Vous dénoncez, dans votre livre La mondialisation dangereuse, cette hypocrisie moraliste : elle serait, selon vous, à l’origine de nouvelles tensions internationales ?

J’analyse dans mon livre les aspects dangereux d’une mondialisation idéalisée par les Occidentaux. Les Etats-Unis, en particulier, et l’Occident atlantiste en général (Union Européenne incluse) ont en effet une prétention foncièrement universaliste et néo impériale extrêmement dangereuse qui passe par une volonté de répandre partout leur modèle libéral-libertaire et occidental-capitaliste-consumériste. Un modèle qui se décline, sur le Continent européen, par l’extension infinie vers l’Est de l’OTAN et de l’UE au détriment des pré carrés et « étrangers proches » de la Russie : celle-ci y voit depuis toujours une menace existentielle et même un casus belli. Ne pas en tenir compte peut participer d’une position de principe « morale », mais c’est aussi nier la « realpolitik » et cela rend le jeu diplomatique potentiellement explosif et extrêmement dangereux. 

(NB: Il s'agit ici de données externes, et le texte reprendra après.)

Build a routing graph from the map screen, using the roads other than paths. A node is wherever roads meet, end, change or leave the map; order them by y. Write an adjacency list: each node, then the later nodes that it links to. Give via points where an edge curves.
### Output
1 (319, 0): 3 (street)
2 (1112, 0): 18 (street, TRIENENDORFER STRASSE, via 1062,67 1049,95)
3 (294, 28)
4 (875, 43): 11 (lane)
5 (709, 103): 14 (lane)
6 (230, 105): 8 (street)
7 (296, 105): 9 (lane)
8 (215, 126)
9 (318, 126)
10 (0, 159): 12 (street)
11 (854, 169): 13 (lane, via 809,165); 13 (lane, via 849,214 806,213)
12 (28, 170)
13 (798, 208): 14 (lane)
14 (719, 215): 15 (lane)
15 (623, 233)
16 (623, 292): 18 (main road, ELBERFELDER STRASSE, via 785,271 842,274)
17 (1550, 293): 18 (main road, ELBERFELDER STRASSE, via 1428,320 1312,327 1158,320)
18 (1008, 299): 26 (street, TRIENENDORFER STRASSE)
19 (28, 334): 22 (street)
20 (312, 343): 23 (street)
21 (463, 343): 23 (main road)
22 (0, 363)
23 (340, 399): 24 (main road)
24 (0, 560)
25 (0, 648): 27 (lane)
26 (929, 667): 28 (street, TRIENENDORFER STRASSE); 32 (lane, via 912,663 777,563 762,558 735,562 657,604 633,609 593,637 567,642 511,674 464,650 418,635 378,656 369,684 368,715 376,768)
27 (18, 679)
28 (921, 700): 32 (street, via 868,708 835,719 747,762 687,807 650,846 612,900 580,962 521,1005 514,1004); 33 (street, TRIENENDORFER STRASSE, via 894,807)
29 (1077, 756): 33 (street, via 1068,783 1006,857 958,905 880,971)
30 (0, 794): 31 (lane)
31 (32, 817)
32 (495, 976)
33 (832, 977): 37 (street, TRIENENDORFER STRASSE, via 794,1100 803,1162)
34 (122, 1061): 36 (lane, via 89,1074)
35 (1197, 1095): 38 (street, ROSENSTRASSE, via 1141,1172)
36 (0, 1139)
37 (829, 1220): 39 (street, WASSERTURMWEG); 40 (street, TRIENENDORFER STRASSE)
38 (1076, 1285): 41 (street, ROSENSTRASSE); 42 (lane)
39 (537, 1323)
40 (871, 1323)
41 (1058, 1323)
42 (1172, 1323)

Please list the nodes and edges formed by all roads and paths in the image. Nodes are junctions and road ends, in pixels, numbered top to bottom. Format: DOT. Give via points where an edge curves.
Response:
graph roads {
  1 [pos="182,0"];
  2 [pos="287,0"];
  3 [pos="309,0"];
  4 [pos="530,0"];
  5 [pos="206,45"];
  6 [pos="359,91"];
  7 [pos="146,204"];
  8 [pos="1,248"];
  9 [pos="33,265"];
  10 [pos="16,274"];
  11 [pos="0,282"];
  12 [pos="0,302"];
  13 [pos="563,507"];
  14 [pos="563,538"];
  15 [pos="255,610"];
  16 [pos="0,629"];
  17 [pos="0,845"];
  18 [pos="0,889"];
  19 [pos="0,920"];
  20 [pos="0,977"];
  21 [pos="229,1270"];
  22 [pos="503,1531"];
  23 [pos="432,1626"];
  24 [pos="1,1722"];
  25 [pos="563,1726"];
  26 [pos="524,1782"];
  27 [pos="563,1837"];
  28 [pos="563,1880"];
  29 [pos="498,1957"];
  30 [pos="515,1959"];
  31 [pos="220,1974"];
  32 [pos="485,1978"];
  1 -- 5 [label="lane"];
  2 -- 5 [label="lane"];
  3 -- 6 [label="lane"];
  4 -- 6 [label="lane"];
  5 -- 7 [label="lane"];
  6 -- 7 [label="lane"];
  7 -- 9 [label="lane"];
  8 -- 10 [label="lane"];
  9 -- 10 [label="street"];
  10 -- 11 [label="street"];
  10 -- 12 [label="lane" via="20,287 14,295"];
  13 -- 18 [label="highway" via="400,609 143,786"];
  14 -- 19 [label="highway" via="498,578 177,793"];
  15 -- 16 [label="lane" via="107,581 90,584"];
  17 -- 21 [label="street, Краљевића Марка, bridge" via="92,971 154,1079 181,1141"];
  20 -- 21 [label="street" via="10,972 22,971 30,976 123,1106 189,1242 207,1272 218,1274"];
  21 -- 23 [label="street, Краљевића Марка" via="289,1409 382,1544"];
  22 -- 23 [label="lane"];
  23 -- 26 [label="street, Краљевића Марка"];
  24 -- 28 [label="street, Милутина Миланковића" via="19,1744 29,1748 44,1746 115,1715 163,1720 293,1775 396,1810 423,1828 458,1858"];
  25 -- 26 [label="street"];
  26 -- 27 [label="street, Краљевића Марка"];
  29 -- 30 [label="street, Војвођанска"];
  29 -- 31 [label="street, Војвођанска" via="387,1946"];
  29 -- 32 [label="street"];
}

Soulignons à ce sujet, que pour les mêmes raisons idéologiques moralistes-prosélytes et les mêmes propensions néo-impériales, l’Occident atlantiste a massacré des centaines de milliers d’innocents en Irak , avec autant de mensonges et manipulations d’ailleurs que les néo-impérialistes poutiniens… ce qui a donné à Poutine un prétexte et un précédent pour justifier ses propres dérives irrédentistes bellicistes actuelles.

Hélas les Occidentaux, prisonniers de leur moralisme néo-impérialiste et de leur vision  désuète de guerre froide, n’ont pu s’empêcher de répandre leur modèle sociétal et leurs institutions économico-politico-sécuritaires partout dans tout le continent eurasiatique, en empêchant tout rapprochement russo-européen, en vertu de la doctrine du Heartland et du Rimland des stratèges classiques anglo-saxons Mackinder et Spykman. L’OTAN ne fait que servir cet impératif géostratégique et il est lui-même facteur de conflits.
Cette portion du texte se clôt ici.